Now, I don’t want to go into the merits or otherwise of Thatcher’s doctrinaire enthusiasm for capitalism; but I do want to point out a couple of things, which people often forget about her politics when they seek to apply it to Greece.
Thus, it should be stressed that Thatcher did not slash public expenditure or reduce the state across the board. In fact, spending on the police and on improving the pay and conditions of the police force was a priority for her, and this was not only because another important aspect of Thatcherism was law and order but also because Thatcher heavily relied on the police to repress opposition to her policies, most notably during the 1984 miners’ strike.
Indeed, the use of the police to enforce Thatcherism was part of a wider strategy that involved using the law and the courts to defeat opponents. This was particularly the case with trade union reform. Thatcherism had long identified the power and influence of trade unions in society as a key cause of Britain's economic decline and law after law was passed restricting their activities. Trade unions that sought to defy laws on strike ballots, picketing or closed shops were dragged before the courts, their funds sequestered, their leaders fined and jailed.

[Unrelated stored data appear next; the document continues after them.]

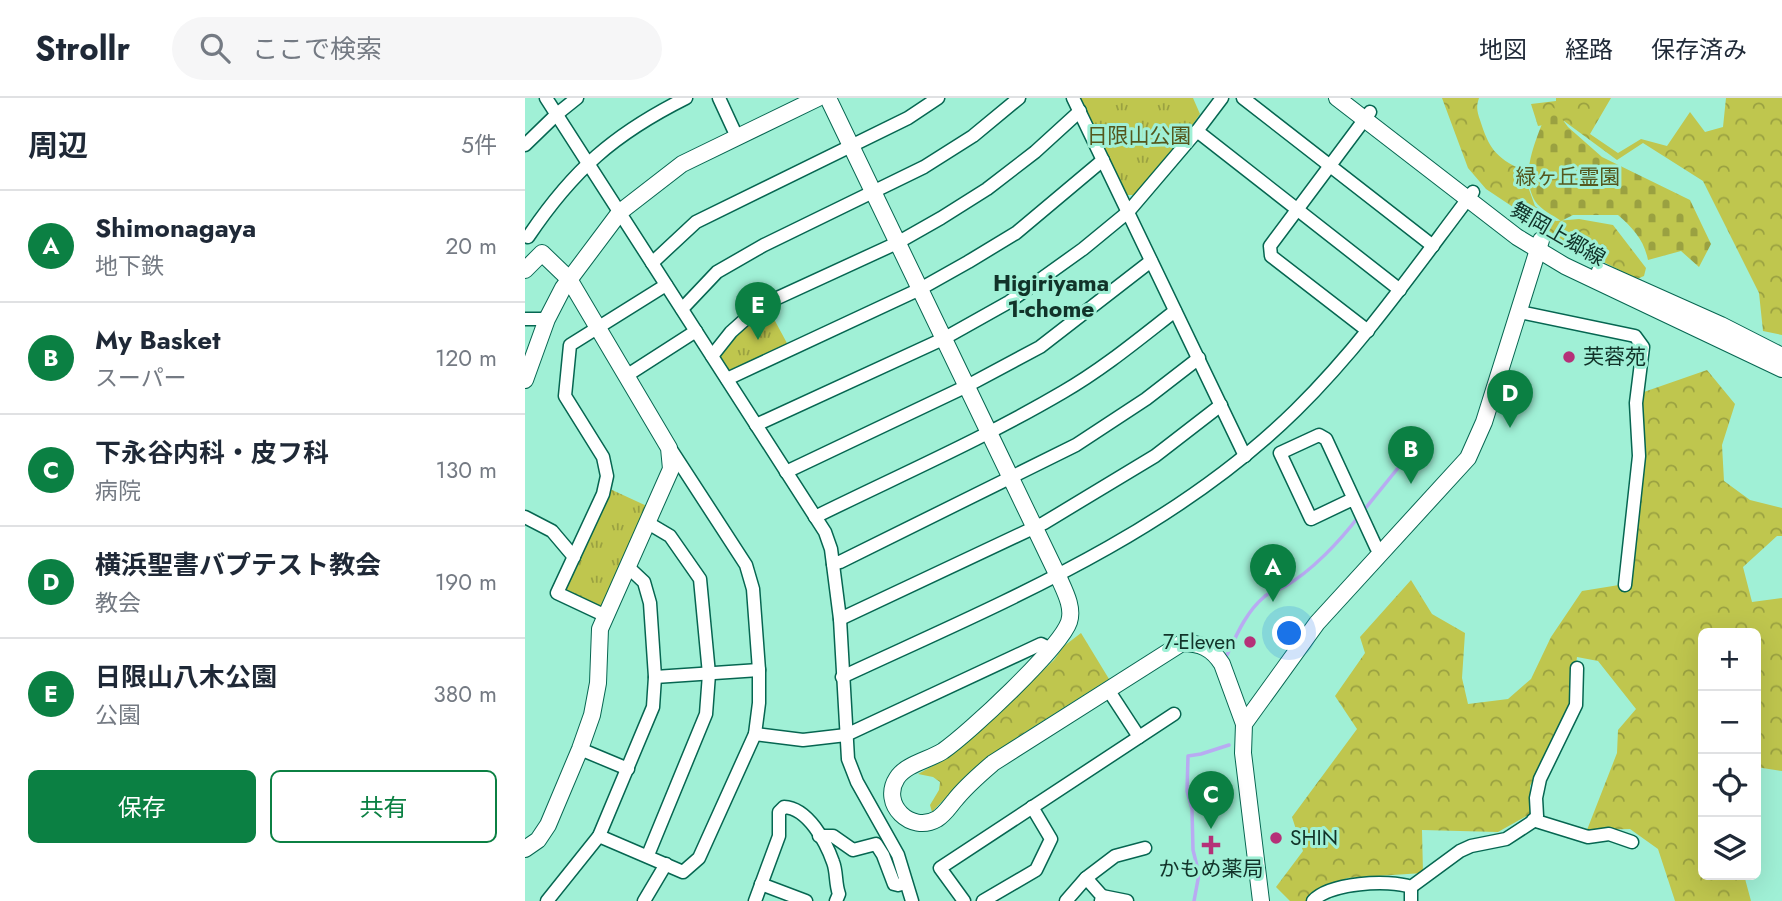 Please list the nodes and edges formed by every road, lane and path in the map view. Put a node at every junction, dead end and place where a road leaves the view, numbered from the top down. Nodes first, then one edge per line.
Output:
1 (546, 98) edge
2 (577, 98) edge
3 (686, 98) edge
4 (719, 98) edge
5 (818, 98) edge
6 (828, 98) edge
7 (938, 98) edge
8 (1019, 98) edge
9 (1073, 98) edge
10 (1222, 98) edge
11 (1243, 98) edge
12 (1337, 98) edge
13 (1352, 98) edge
14 (1080, 111) junction
15 (557, 114) junction
16 (1368, 116) junction
17 (1197, 131) junction
18 (737, 137) junction
19 (525, 145) edge
20 (850, 146) junction
21 (1103, 160) junction
22 (588, 162) junction
23 (1330, 167) junction
24 (873, 193) junction
25 (1470, 196) junction
26 (1297, 209) junction
27 (620, 212) junction
28 (1128, 212) junction
29 (526, 236) edge
30 (897, 243) junction
31 (1539, 245) junction
32 (1433, 246) junction
33 (541, 254) junction
34 (1151, 261) junction
35 (653, 263) junction
36 (525, 270) edge
37 (569, 279) junction
38 (666, 285) junction
39 (920, 289) junction
40 (1400, 290) junction
41 (682, 309) junction
42 (1175, 311) junction
43 (1520, 312) junction
44 (525, 319) edge
45 (547, 319) junction
46 (597, 327) junction
47 (696, 331) junction
48 (1368, 331) junction
49 (943, 339) junction
50 (712, 356) junction
51 (1782, 356) edge
52 (1199, 358) junction
53 (1782, 369) edge
54 (626, 376) junction
55 (727, 379) junction
56 (525, 380) edge
57 (967, 386) junction
58 (1220, 405) junction
59 (756, 425) junction
60 (988, 433) junction
61 (669, 448) junction
62 (1245, 456) junction
63 (786, 472) junction
64 (1011, 480) junction
65 (1355, 504) junction
66 (525, 517) edge
67 (815, 517) junction
68 (648, 523) junction
69 (1034, 528) junction
70 (1381, 552) junction
71 (574, 557) junction
72 (833, 564) junction
73 (628, 567) junction
74 (1058, 576) junction
75 (1625, 585) dead end
76 (606, 616) junction
77 (840, 618) junction
78 (1051, 649) junction
79 (1577, 668) dead end
80 (759, 670) junction
81 (709, 674) junction
82 (655, 677) junction
83 (842, 677) junction
84 (1109, 691) junction
85 (1174, 714) dead end
86 (1244, 724) junction
87 (755, 734) junction
88 (846, 736) junction
89 (1139, 737) junction
90 (580, 749) junction
91 (628, 769) junction
92 (1032, 807) junction
93 (1534, 820) junction
94 (599, 836) junction
95 (819, 836) junction
96 (1632, 842) dead end
97 (1145, 848) dead end
98 (525, 849) edge
99 (648, 855) junction
100 (666, 864) junction
101 (1086, 878) junction
102 (906, 883) junction
103 (761, 884) junction
104 (1411, 887) junction
105 (1102, 899) edge
106 (910, 900) edge
107 (547, 901) edge
108 (644, 901) edge
109 (755, 901) edge
110 (806, 901) edge
111 (836, 901) edge
112 (964, 901) edge
113 (983, 901) edge
114 (1066, 901) edge
115 (1127, 901) edge
116 (1261, 901) edge
117 (1313, 901) edge
118 (1411, 901) edge

1 - 15 street
2 - 15 street
3 - 22 street
4 - 18 street
5 - 18 street
6 - 20 street
7 - 20 street
8 - 24 street
9 - 14 street
10 - 17 street
11 - 23 street
12 - 16 street, 舞岡上郷線
13 - 16 street, 舞岡上郷線
14 - 21 street
14 - 30 street
15 - 19 street
15 - 22 street
16 - 23 street
16 - 25 street, 舞岡上郷線
17 - 26 street
17 - 28 street
18 - 27 street
20 - 24 street
20 - 35 street
21 - 28 street
21 - 39 street
22 - 27 street
22 - 29 street
23 - 26 street
23 - 32 street
24 - 30 street
24 - 41 street
25 - 31 street, 舞岡上郷線
25 - 32 street
26 - 40 street
26 - 48 street
27 - 35 street
27 - 37 street
28 - 34 street
28 - 49 street
29 - 33 street
30 - 39 street
30 - 50 street
31 - 43 street
31 - 51 street, 舞岡上郷線
31 - 53 street, 舞岡上郷線
32 - 40 street
33 - 36 street
33 - 37 street
34 - 42 street
34 - 57 street
35 - 38 street
37 - 45 street
37 - 46 street
38 - 41 street
38 - 46 street
39 - 49 street
39 - 55 street
40 - 48 street
41 - 47 street
42 - 52 street
42 - 60 street
43 - 70 street
43 - 75 street
44 - 45 street
45 - 56 street
46 - 54 street
46 - 71 street
47 - 50 street
47 - 54 street
48 - 62 street
49 - 57 street
49 - 59 street
50 - 55 street
52 - 58 street
52 - 64 street
54 - 61 street
55 - 59 street
57 - 60 street
57 - 63 street
58 - 62 street
58 - 69 street
59 - 63 street
60 - 64 street
60 - 67 street
61 - 68 street
61 - 80 street
62 - 74 street
63 - 67 street
64 - 69 street
64 - 72 street
65 - 65 street
65 - 70 street
66 - 71 street
67 - 72 street
68 - 73 street
68 - 81 street
69 - 74 street
69 - 77 street
70 - 86 street
71 - 76 street
72 - 77 street
73 - 76 street
73 - 82 street
74 - 78 street
74 - 83 street
76 - 90 street
77 - 83 street
78 - 84 street
78 - 88 street
79 - 93 street
80 - 81 street
80 - 87 street
81 - 82 street
81 - 99 street
82 - 91 street
83 - 88 street
84 - 86 street
84 - 89 street
85 - 89 street
86 - 116 street
87 - 88 street
87 - 100 street
88 - 102 street
89 - 92 street
90 - 91 street
90 - 98 street
91 - 94 street
92 - 112 street
92 - 113 street
93 - 96 street
93 - 104 street
94 - 99 street
94 - 107 street
95 - 102 street
95 - 103 street
95 - 111 street
97 - 101 street
99 - 100 street
100 - 108 street
101 - 105 street
101 - 114 street
102 - 106 street
103 - 109 street
103 - 110 street
104 - 117 street
104 - 118 street
105 - 115 street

In other words, Thatcherism knew that to impose her brand of ‘people’s capitalism’ on the UK meant that the left, its culture and institutions, had to be confronted and dismantled and to do this she was prepared to use all the means at the state’s disposal. Now, regarding Greece, since there is no ideological commitment to the things being done at the moment – the reforms are the evil designs of the troika – and the Greek state is defunct, then it’s clear that Greece is not going to make the transition demanded of it. The tools Thatcher used to push through her agenda in the UK would not be available to her in Greece. Greece’s problems are far more intractable than the UK’s in 1979.
It’s also worth pointing out that in the first three years of her premiership, Thatcher was hugely unpopular, low in the polls, heading for certain defeat at the next general election; and then, in 1982, Argentina seized the Falkland Islands… Thatcher’s resort to nationalism is another overlooked aspect of her ideology.